L'homme pouffa, or ses traits se durcirent d'un seul coup. Ses sourcils se froncèrent et sa mâchoire se serra tandis qu'il regarda une direction particulière. Interpellée par ce changement si soudain de comportement, la sœur de Sihtric se retourna pour voir ce qu'il en était. Son visage se fit plus offensif en reconnaissant la silhouette d'Haesten. Il y avait bien des années qu'aucun ne l'avait vu. Cependant, plusieurs dires à son sujet leur étaient parvenu
"Osferth ! appela Finan."
Le neveu de Leofric s'extirpa du bateau pour regagner le pont, alors qu'Uhtred, qui était jusqu'à présent posté à la tour de guet descendit également. Ingrith avait reculé de quelques pas pour se mettre en retrait derrière les guerriers.
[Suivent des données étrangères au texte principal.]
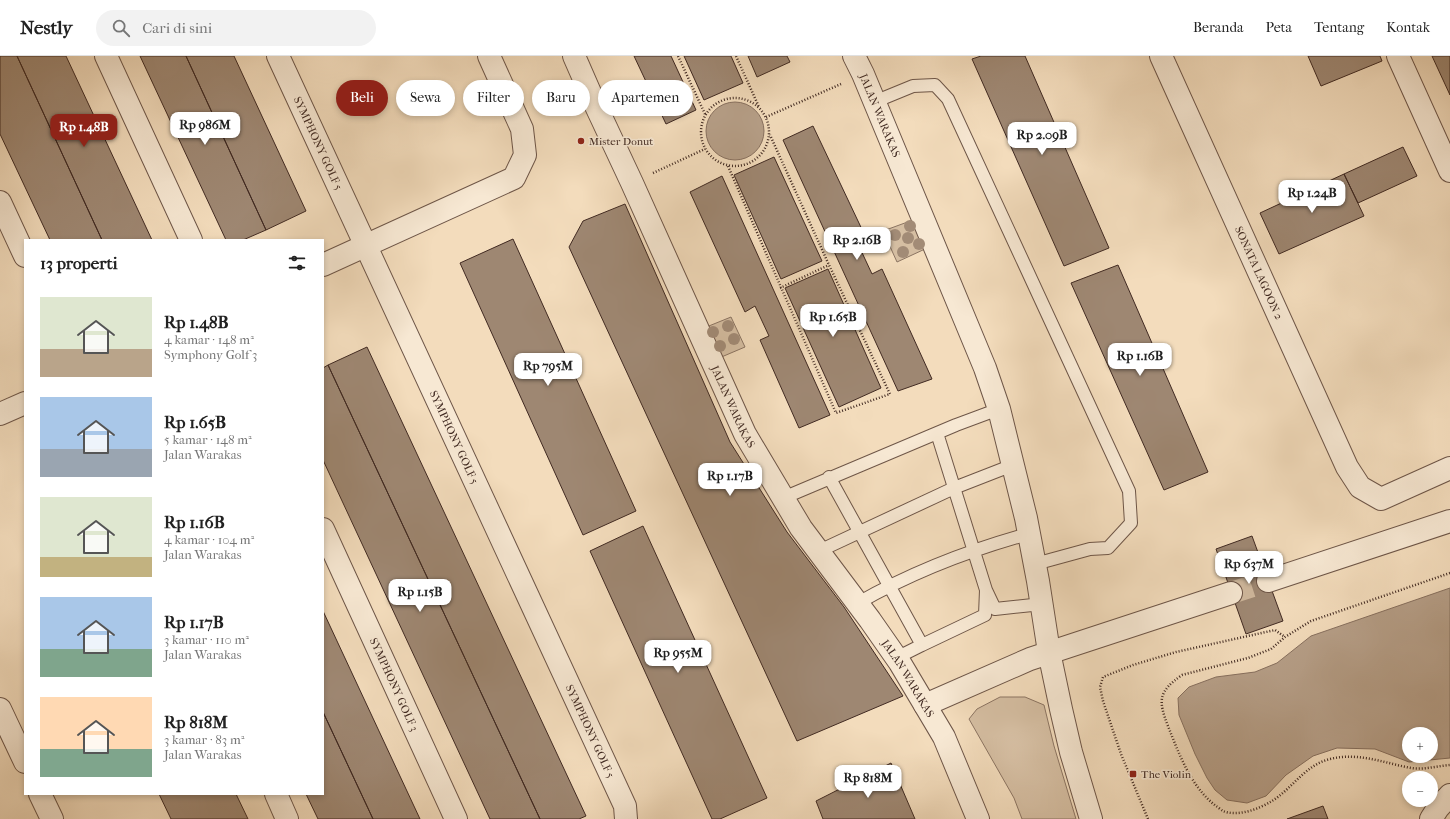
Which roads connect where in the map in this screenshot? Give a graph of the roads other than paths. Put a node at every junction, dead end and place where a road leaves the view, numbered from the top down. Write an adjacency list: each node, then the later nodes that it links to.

Elle ne connaissait pas ce Danois, mais au vu de l'expression de ses amis, elle se doutait que cela n'annonçait rien de très bon. D'instinct, Daegan porta la main à son ceinturon, or elle se retint de jurer à haute voix en constatant qu'elle n'avait pas emportée son épée avec elle.
"Le guerrier Haesten, commerçant ! se moqua Uhtred tandis que le nommé s'approchait d'eux. On me l'avait dit, je n'y croyais pas.
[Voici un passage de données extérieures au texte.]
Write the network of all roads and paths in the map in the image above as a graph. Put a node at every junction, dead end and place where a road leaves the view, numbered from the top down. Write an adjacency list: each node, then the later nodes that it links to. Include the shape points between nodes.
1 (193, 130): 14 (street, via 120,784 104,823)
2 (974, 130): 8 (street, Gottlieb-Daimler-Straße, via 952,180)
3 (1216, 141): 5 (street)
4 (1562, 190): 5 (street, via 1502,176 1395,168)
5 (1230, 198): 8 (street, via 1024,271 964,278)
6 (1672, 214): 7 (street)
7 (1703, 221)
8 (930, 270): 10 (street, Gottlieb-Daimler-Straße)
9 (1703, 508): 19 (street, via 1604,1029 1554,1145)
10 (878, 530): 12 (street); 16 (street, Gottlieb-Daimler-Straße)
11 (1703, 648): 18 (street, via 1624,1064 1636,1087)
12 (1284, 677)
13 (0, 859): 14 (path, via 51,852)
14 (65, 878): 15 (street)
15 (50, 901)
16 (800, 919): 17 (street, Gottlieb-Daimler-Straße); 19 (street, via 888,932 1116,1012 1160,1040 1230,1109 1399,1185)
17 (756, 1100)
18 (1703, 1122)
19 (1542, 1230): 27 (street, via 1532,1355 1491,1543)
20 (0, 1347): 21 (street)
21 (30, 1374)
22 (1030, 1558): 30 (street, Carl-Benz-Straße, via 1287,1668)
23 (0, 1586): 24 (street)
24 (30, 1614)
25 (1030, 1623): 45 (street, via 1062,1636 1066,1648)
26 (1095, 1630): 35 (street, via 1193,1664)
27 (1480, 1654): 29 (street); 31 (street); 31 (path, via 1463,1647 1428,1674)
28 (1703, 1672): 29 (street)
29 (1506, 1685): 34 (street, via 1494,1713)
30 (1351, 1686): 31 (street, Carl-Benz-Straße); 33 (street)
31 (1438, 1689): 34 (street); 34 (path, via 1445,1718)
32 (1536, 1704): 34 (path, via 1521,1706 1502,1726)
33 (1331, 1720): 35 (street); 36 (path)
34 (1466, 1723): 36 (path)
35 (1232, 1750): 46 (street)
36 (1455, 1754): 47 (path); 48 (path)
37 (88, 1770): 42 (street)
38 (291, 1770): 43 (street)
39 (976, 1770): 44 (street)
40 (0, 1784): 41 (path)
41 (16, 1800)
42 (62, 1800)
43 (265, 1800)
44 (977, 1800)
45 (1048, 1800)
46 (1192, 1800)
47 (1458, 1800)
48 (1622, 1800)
- Et propriétaire de trente navires, se vanta leur visiteur."
Il était vrai que ce dernier était assez richement vêtu. Des bijoux claquaient à ses doigts et à son cou, alors que de belles étoffes le paraient. Il avait fière allure. Cela lui avait sans doute réussi de ne plus suivre un quelconque chef Danois.
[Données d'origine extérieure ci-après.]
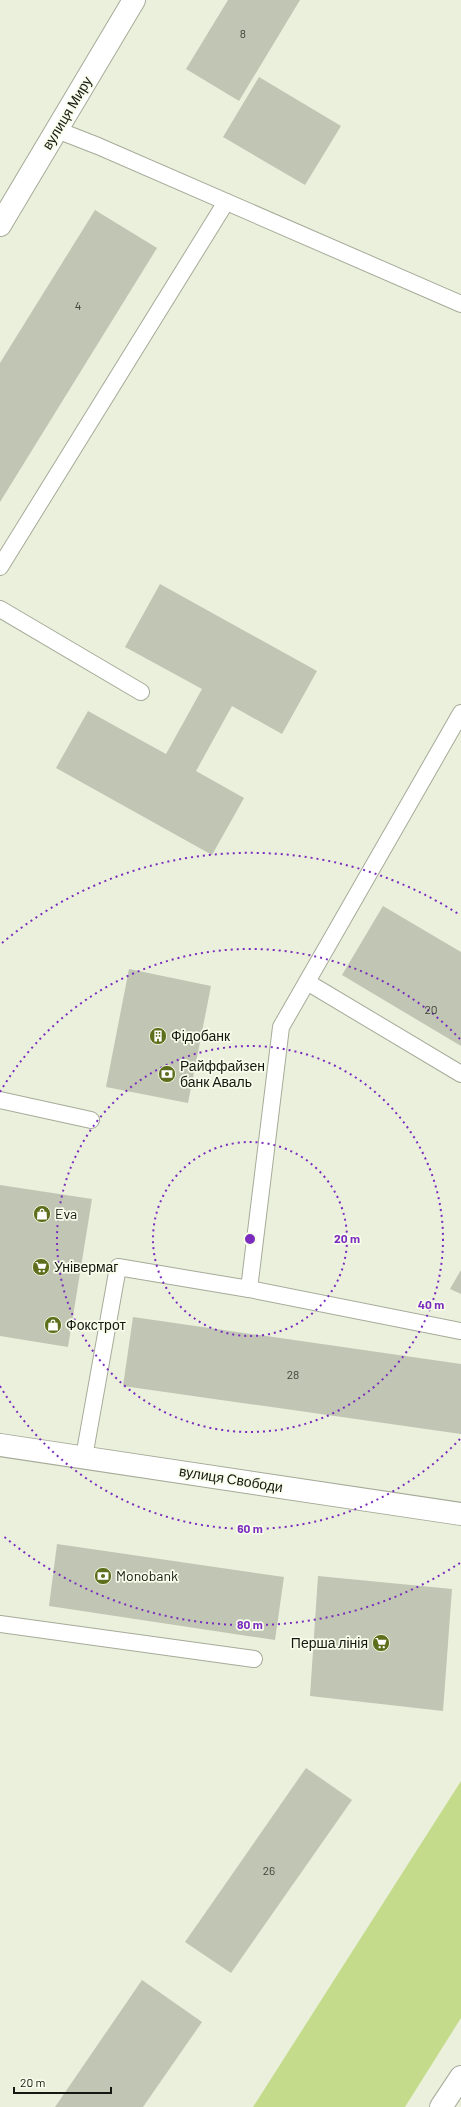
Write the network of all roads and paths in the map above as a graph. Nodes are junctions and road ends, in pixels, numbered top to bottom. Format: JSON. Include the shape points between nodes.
{"nodes":[{"id":1,"x":134,"y":0,"type":"edge"},
{"id":2,"x":57,"y":130,"type":"junction"},
{"id":3,"x":226,"y":202,"type":"junction"},
{"id":4,"x":0,"y":225,"type":"edge"},
{"id":5,"x":461,"y":304,"type":"edge"},
{"id":6,"x":0,"y":567,"type":"edge"},
{"id":7,"x":0,"y":609,"type":"edge"},
{"id":8,"x":141,"y":692,"type":"dead end"},
{"id":9,"x":461,"y":713,"type":"edge"},
{"id":10,"x":455,"y":737,"type":"edge"},
{"id":11,"x":307,"y":982,"type":"junction"},
{"id":12,"x":461,"y":1074,"type":"edge"},
{"id":13,"x":0,"y":1100,"type":"edge"},
{"id":14,"x":91,"y":1120,"type":"dead end"},
{"id":15,"x":249,"y":1289,"type":"junction"},
{"id":16,"x":460,"y":1331,"type":"dead end"},
{"id":17,"x":0,"y":1444,"type":"edge"},
{"id":18,"x":84,"y":1457,"type":"junction"},
{"id":19,"x":461,"y":1514,"type":"edge"},
{"id":20,"x":0,"y":1624,"type":"edge"},
{"id":21,"x":254,"y":1659,"type":"dead end"},
{"id":22,"x":461,"y":2077,"type":"edge"},
{"id":23,"x":441,"y":2107,"type":"edge"}],
"edges":[{"from":1,"to":2,"type":"main road","name":"вулиця Миру"},
{"from":2,"to":3,"type":"lane"},
{"from":2,"to":4,"type":"main road","name":"вулиця Миру"},
{"from":3,"to":5,"type":"lane"},
{"from":3,"to":6,"type":"lane"},
{"from":7,"to":8,"type":"lane"},
{"from":9,"to":10,"type":"lane"},
{"from":10,"to":11,"type":"lane"},
{"from":11,"to":12,"type":"lane"},
{"from":11,"to":15,"type":"lane","via":[[281,1027]]},
{"from":13,"to":14,"type":"lane"},
{"from":15,"to":16,"type":"lane"},
{"from":15,"to":18,"type":"lane","via":[[118,1267]]},
{"from":17,"to":18,"type":"main road","name":"вулиця Свободи"},
{"from":18,"to":19,"type":"main road","name":"вулиця Свободи"},
{"from":20,"to":21,"type":"lane"},
{"from":22,"to":23,"type":"main road"}]}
"Tu devrais voir mon camp, Uhtred. Les terres y sont fertiles et les femmes girondes. Pas comme ici, c'est une vraie porcherie.
- Si tu es seulement venu ici pour te vanter, tu peux repartir. Nos terres ne sont peut-être pas aussi fertiles que les tiennes, mais nous avons encore notre honneur, répliqua Daegan en posant les mains sur ses hanches.
- Ton visage ne m'avait pas manqué, t'es-tu finalement faites engrossée ? Ou lèches-tu encore les bottes de ton père ?
- Tu as l'insulte facile, toi qui ne manie plus l'épée, intervint Uhtred.
- Je manie l'épée."
N'ayant guère apprécié les insultes que le Danois avait énoncé à l'encontre de sa fille ainée, le guerrier pinça les lèvres et jaugea Haesten d'un regard mauvais.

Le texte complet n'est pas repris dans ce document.